What started as a deliberate move away from a monolith to enable team autonomy and faster deployments had grown into a sprawling ecosystem of services.

Several factors prompted us to take action:

- **Operational burden:** Each service required monitoring, alerting, documentation, and security updates
- **Cost inefficiency:** We were paying for infrastructure that wasn't delivering proportional value
- **Developer velocity:** Engineers spent excessive time determining whether existing services could be leveraged to deliver new features
- **Maintenance overhead:** Small, rarely-used services still required the same care as high-traffic ones
- **Lack of knowledge:** Many of these services were created years ago by engineers who are no longer with the company,
leaving the current owners without the necessary context and expertise to effectively manage and maintain them.

The issue wasn't about having too many services, but rather which ones we could safely consolidate or eliminate.

## Methodology: Building the Decommissioning Score

Rather than relying on intuition or anecdotal evidence, we developed a data-driven scoring system to evaluate each service objectively.
Our primary goal was to establish an initial filter using a _"decommissioning probability score"_ to help us determine which services to address first.

### Metrics Collection

We collected three categories of metrics for each service over the last year (2024):

- **Usage metrics**
- \# of web requests received (API endpoint utilization), excluding health checks and admin endpoints
- \# of messages processed from our event-driven architecture

- **Cost Metrics**
- Cloud cost (database, cache, load balancer, DNS…)
- K8s cluster cost
- Log ingestion cost
- Observability cost

- **Maintenance Metrics**
- \# of PRs merged

There are several other metrics that could be used, like # of deployments, # of incidents, and the percentage of out-of-date dependencies, among others;
however, we decided to adhere to the original list as it is more suitable for our context.

### Scoring Algorithm

Before applying our scoring formula, we normalized all raw metric values to a `0-1` interval to ensure fair comparison across vastly different scales.
We used min-max normalization across our entire service portfolio: `normalized_value = (value - min_value) / (max_value - min_value)`.

However, these metrics had opposite relationships to decommissioning probability.
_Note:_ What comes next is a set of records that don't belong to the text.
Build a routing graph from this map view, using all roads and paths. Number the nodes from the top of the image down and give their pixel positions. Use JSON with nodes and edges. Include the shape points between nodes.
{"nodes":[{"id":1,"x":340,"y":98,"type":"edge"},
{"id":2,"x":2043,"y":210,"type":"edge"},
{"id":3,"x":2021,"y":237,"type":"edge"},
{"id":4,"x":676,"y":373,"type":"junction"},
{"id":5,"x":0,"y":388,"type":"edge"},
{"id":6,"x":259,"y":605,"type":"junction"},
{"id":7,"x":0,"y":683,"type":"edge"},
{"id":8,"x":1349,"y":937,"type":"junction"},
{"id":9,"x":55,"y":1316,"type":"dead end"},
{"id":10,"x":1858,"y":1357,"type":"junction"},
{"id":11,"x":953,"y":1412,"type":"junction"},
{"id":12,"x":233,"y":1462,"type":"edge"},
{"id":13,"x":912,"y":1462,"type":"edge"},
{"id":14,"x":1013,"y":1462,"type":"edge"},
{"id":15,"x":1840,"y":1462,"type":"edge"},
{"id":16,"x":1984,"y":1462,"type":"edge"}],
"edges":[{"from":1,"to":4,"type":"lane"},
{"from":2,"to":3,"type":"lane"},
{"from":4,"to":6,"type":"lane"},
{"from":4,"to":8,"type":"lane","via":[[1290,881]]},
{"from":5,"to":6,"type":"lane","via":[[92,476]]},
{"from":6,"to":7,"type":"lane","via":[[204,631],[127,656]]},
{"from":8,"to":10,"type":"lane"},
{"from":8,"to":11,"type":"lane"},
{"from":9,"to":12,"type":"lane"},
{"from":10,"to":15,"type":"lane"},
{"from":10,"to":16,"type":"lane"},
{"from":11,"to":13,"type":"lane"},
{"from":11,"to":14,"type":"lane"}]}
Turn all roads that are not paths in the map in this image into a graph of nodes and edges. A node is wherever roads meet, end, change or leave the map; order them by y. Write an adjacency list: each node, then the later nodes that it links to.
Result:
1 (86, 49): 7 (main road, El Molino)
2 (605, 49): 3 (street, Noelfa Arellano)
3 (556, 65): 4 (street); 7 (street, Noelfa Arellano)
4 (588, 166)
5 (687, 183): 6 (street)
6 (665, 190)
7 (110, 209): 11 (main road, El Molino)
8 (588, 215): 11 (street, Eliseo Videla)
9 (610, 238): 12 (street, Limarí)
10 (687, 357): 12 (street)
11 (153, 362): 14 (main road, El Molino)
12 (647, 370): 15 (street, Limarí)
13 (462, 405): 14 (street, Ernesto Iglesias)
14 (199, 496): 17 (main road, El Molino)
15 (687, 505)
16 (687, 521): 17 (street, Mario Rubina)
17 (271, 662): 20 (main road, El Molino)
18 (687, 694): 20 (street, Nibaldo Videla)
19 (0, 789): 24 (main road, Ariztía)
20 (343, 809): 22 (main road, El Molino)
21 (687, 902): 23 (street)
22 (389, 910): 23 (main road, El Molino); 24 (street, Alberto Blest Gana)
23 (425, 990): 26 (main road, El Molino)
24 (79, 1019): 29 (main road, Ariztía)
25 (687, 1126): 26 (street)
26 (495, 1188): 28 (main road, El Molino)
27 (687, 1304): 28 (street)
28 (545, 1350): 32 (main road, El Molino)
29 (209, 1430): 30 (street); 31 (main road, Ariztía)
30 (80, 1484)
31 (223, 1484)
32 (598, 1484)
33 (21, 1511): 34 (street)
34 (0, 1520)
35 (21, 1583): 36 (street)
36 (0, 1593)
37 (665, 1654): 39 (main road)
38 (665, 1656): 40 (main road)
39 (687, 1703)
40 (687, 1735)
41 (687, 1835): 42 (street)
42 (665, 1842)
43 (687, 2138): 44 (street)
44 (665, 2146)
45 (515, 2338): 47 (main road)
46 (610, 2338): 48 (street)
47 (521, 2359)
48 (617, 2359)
For Total Cost, higher values directly indicated candidates
for removal - expensive services with low returns were prime targets. For the Usage and Maintenance metrics, the logic was inverted:
higher values indicated a healthy, actively-used service that should not be decommissioned. Therefore, we applied `1 - normalized_value`
to these three metrics, ensuring that low activity translated to high decommissioning scores.
This inversion was critical - a service with minimal traffic and few code changes should score high for removal, while a high-traffic, actively
maintained service should score low.

We then applied the following score for each metric:
- Total Cost: 30%
- \# PRs merged: 20%
- \# of web requests received: 30%
- \# of messages processed: 20%

We combined all costs into a single metric because our main goal is service usage rather than cost reduction.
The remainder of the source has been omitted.